Using Spot Instances in Production: A Practical Guide
The Spot Instance Opportunity
Spot instances offer 70-90% discounts compared to on-demand pricing. Yet most companies don't use them in production. Why? Fear of interruptions.
This fear is overblown. With proper architecture, spot instances are perfectly viable for production workloads.
Understanding Interruptions
AWS terminates spot instances when demand exceeds available capacity. This happens:
- Average interruption rate: 2-3% (1-2 times per month for a fleet of 100 instances)
- Predictable: AWS gives 2 minutes notice before interruption
- Geographic: Some AZs/instance types are more stable than others
- Seasonal: Less common during off-peak hours
When to Use Spot Instances
Good Candidates
- Stateless web services with load balancing
- Batch jobs with retries
- Background processing
- Dev/test/staging environments
- Analytics workloads with checkpointing
Poor Candidates
- Single-instance stateful services
- Sensitive database write operations
- Real-time trading systems
- Any workload without graceful shutdown capability
Architecture for Spot Reliability
Pattern 1: Spot Fleet with On-Demand Baseline
# AWS Auto Scaling Group configuration
DesiredCapacity: 10
OnDemandPercentageAboveBaseCapacity: 30
SpotAllocationStrategy: capacity-optimized
# 7 spot instances + 3 on-demand = 10 total
# Cost: ~30% of full on-demand price
Benefits:
- Guaranteed baseline capacity from on-demand instances
- Cost savings from spot fleet
- Graceful degradation if spot instances are interrupted
Pattern 2: Application-Level Graceful Shutdown
import signal
import time
from flask import Flask
app = Flask(__name__)
GRACEFUL_SHUTDOWN_TIMEOUT = 30
def handle_sigterm(signum, frame):
"""Handle AWS spot interruption notice (2-minute warning)"""
print("Received SIGTERM - initiating graceful shutdown")

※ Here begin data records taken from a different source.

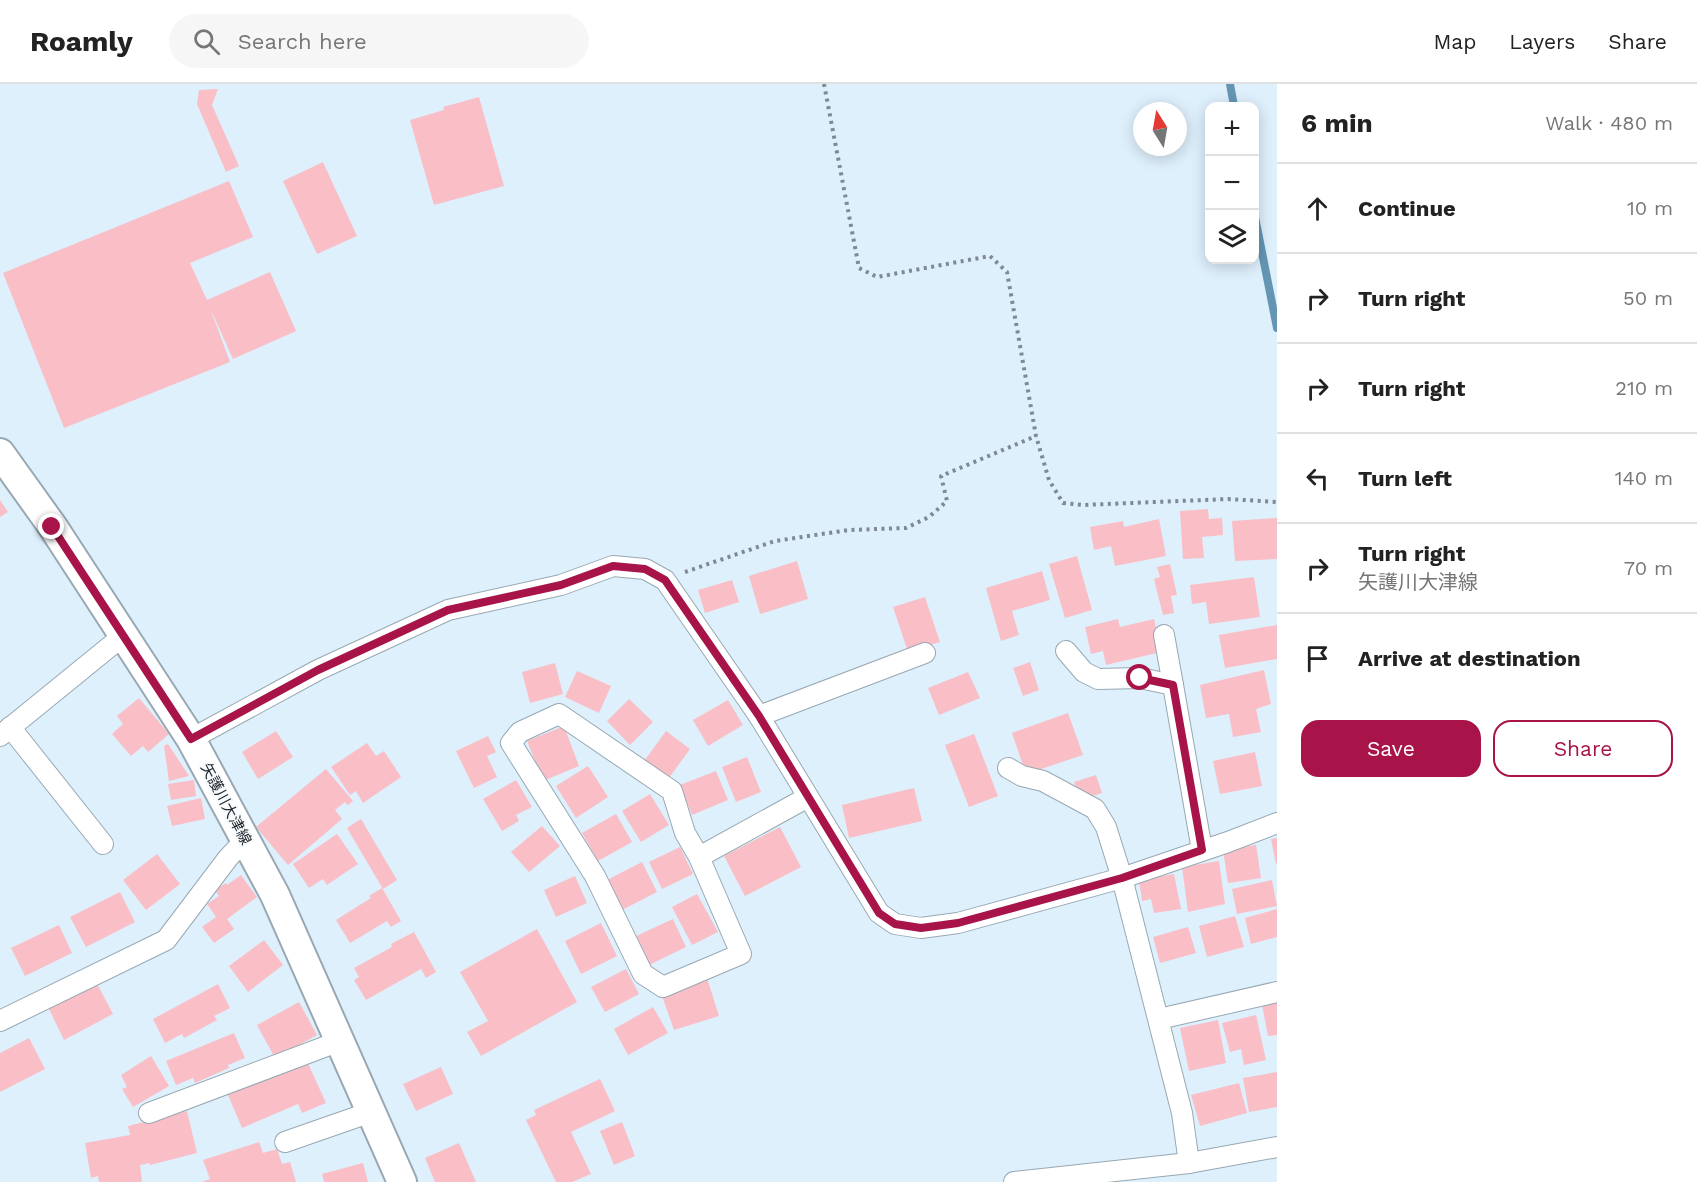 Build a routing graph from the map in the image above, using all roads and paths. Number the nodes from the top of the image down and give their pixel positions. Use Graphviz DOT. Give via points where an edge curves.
graph roads {
  1 [pos="824,84"];
  2 [pos="1036,436"];
  3 [pos="0,453"];
  4 [pos="1277,502"];
  5 [pos="665,580"];
  6 [pos="124,635"];
  7 [pos="1164,635"];
  8 [pos="1066,651"];
  9 [pos="925,653"];
  10 [pos="1173,685"];
  11 [pos="759,716"];
  12 [pos="5,732"];
  13 [pos="191,739"];
  14 [pos="1008,768"];
  15 [pos="808,797"];
  16 [pos="1277,823"];
  17 [pos="245,840"];
  18 [pos="103,844"];
  19 [pos="1202,850"];
  20 [pos="699,857"];
  21 [pos="1122,878"];
  22 [pos="1277,992"];
  23 [pos="1159,1019"];
  24 [pos="0,1021"];
  25 [pos="340,1041"];
  26 [pos="371,1112"];
  27 [pos="149,1113"];
  28 [pos="285,1142"];
  29 [pos="1277,1147"];
  30 [pos="1189,1163"];
  31 [pos="1039,1181"];
  32 [pos="402,1182"];
  33 [pos="1014,1182"];
  1 -- 2 [label="path" via="859,268 877,277 990,256 1007,272"];
  2 -- 4 [label="path" via="1049,480 1063,503 1228,499"];
  2 -- 5 [label="path" via="941,476 946,501 929,517 906,528 849,530 775,541"];
  3 -- 6 [label="main road, 矢護川大津線"];
  5 -- 11 [label="street"];
  5 -- 13 [label="street" via="645,569 613,566 561,585 448,610 318,670"];
  6 -- 12 [label="street"];
  6 -- 13 [label="main road, 矢護川大津線"];
  7 -- 10 [label="street"];
  8 -- 10 [label="street" via="1084,672 1098,679 1140,678"];
  9 -- 11 [label="street"];
  10 -- 19 [label="street"];
  11 -- 15 [label="street"];
  12 -- 18 [label="street"];
  13 -- 17 [label="main road, 矢護川大津線"];
  14 -- 21 [label="street" via="1043,781 1095,809 1106,827"];
  15 -- 20 [label="street"];
  15 -- 21 [label="street" via="879,913 895,924 921,928 958,923"];
  16 -- 19 [label="street"];
  17 -- 24 [label="street" via="166,940"];
  17 -- 25 [label="main road, 矢護川大津線" via="275,895"];
  19 -- 21 [label="street"];
  20 -- 20 [label="street" via="741,954 663,987 643,974 595,876 511,743 520,732 559,714 672,791 685,833"];
  21 -- 23 [label="street"];
  22 -- 23 [label="street"];
  23 -- 30 [label="street" via="1182,1113"];
  25 -- 26 [label="main road, 矢護川大津線"];
  25 -- 27 [label="street"];
  26 -- 28 [label="street"];
  26 -- 32 [label="main road, 矢護川大津線"];
  29 -- 30 [label="street"];
  30 -- 31 [label="street"];
  31 -- 33 [label="street"];
} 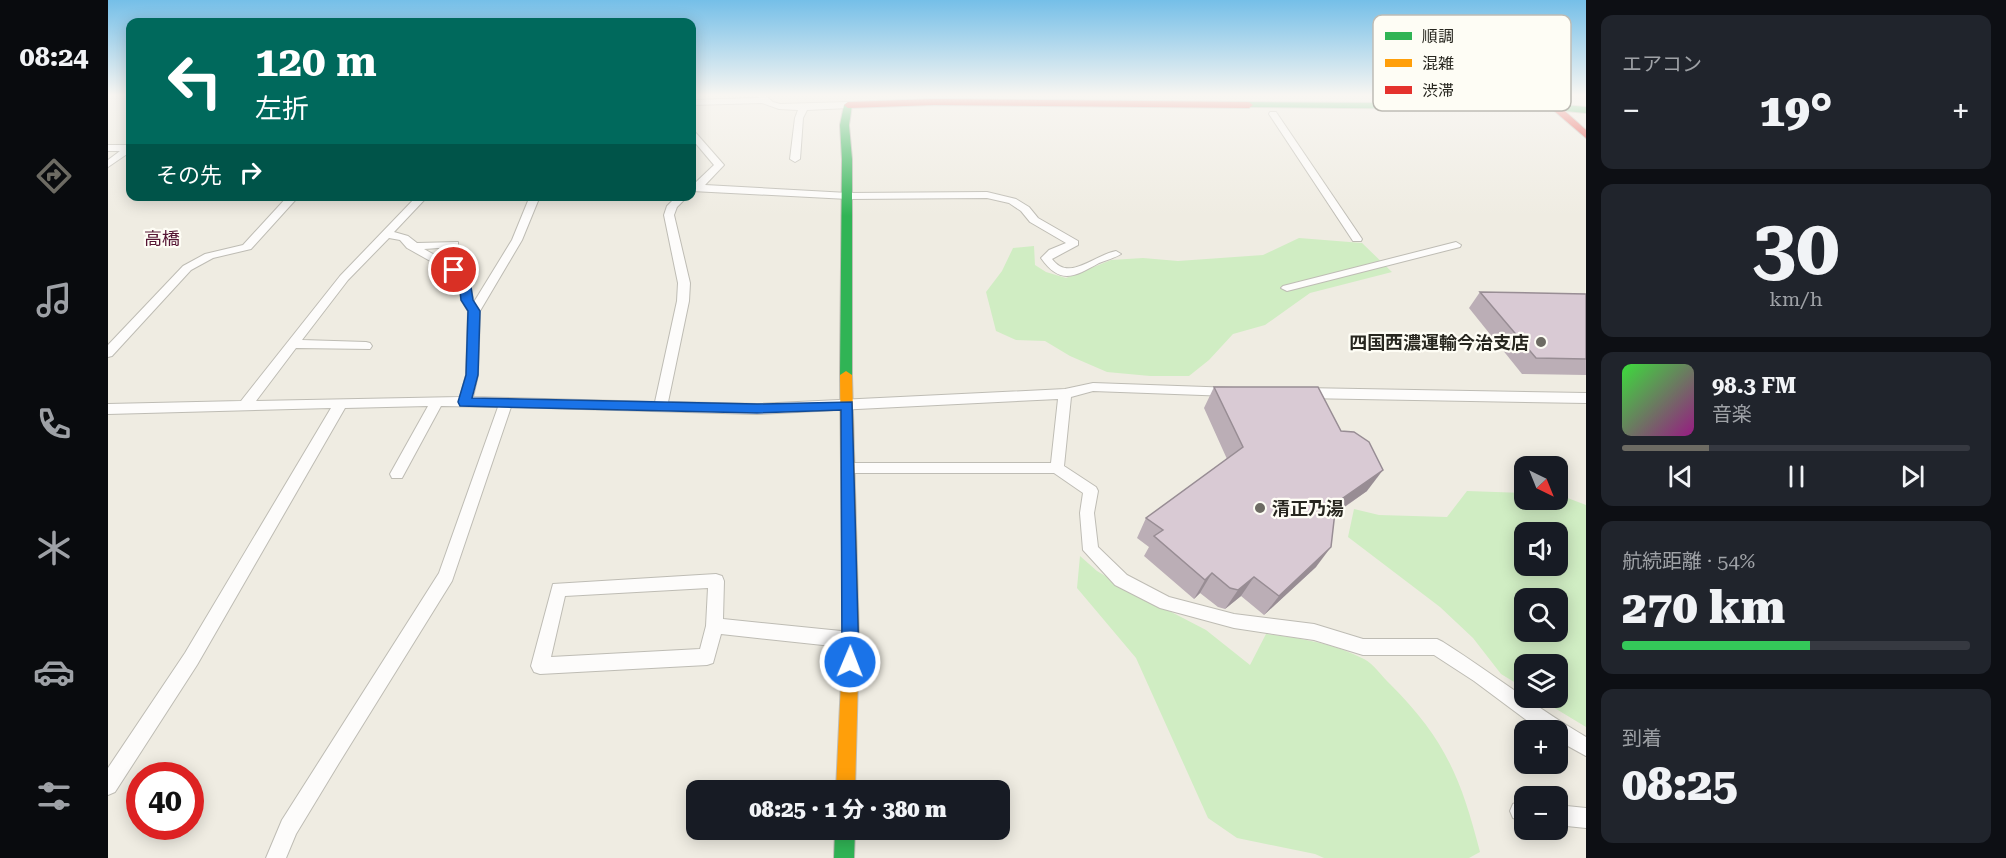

# Step 1: Stop accepting new requests
app.config['ACCEPTING_REQUESTS'] = False
# Step 2: Wait for in-flight requests to complete
time.sleep(GRACEFUL_SHUTDOWN_TIMEOUT)
# Step 3: Exit cleanly
exit(0)
signal.signal(signal.SIGTERM, handle_sigterm)
@app.before_request
def check_accepting_requests():
if not app.config.get('ACCEPTING_REQUESTS', True):
return "Service shutting down", 503
Pattern 3: Spot Interruption Handler
# Detect interruption notice from EC2 metadata service
import requests
from datetime import datetime
def check_spot_interruption():
"""Poll for spot interruption notice"""
try:
response = requests.get(
'http://169.254.169.254/latest/meta-data/spot/instance-action',
timeout=0.1
)
if response.status_code == 200:
action = response.json()
action_time = datetime.fromisoformat(action['time'])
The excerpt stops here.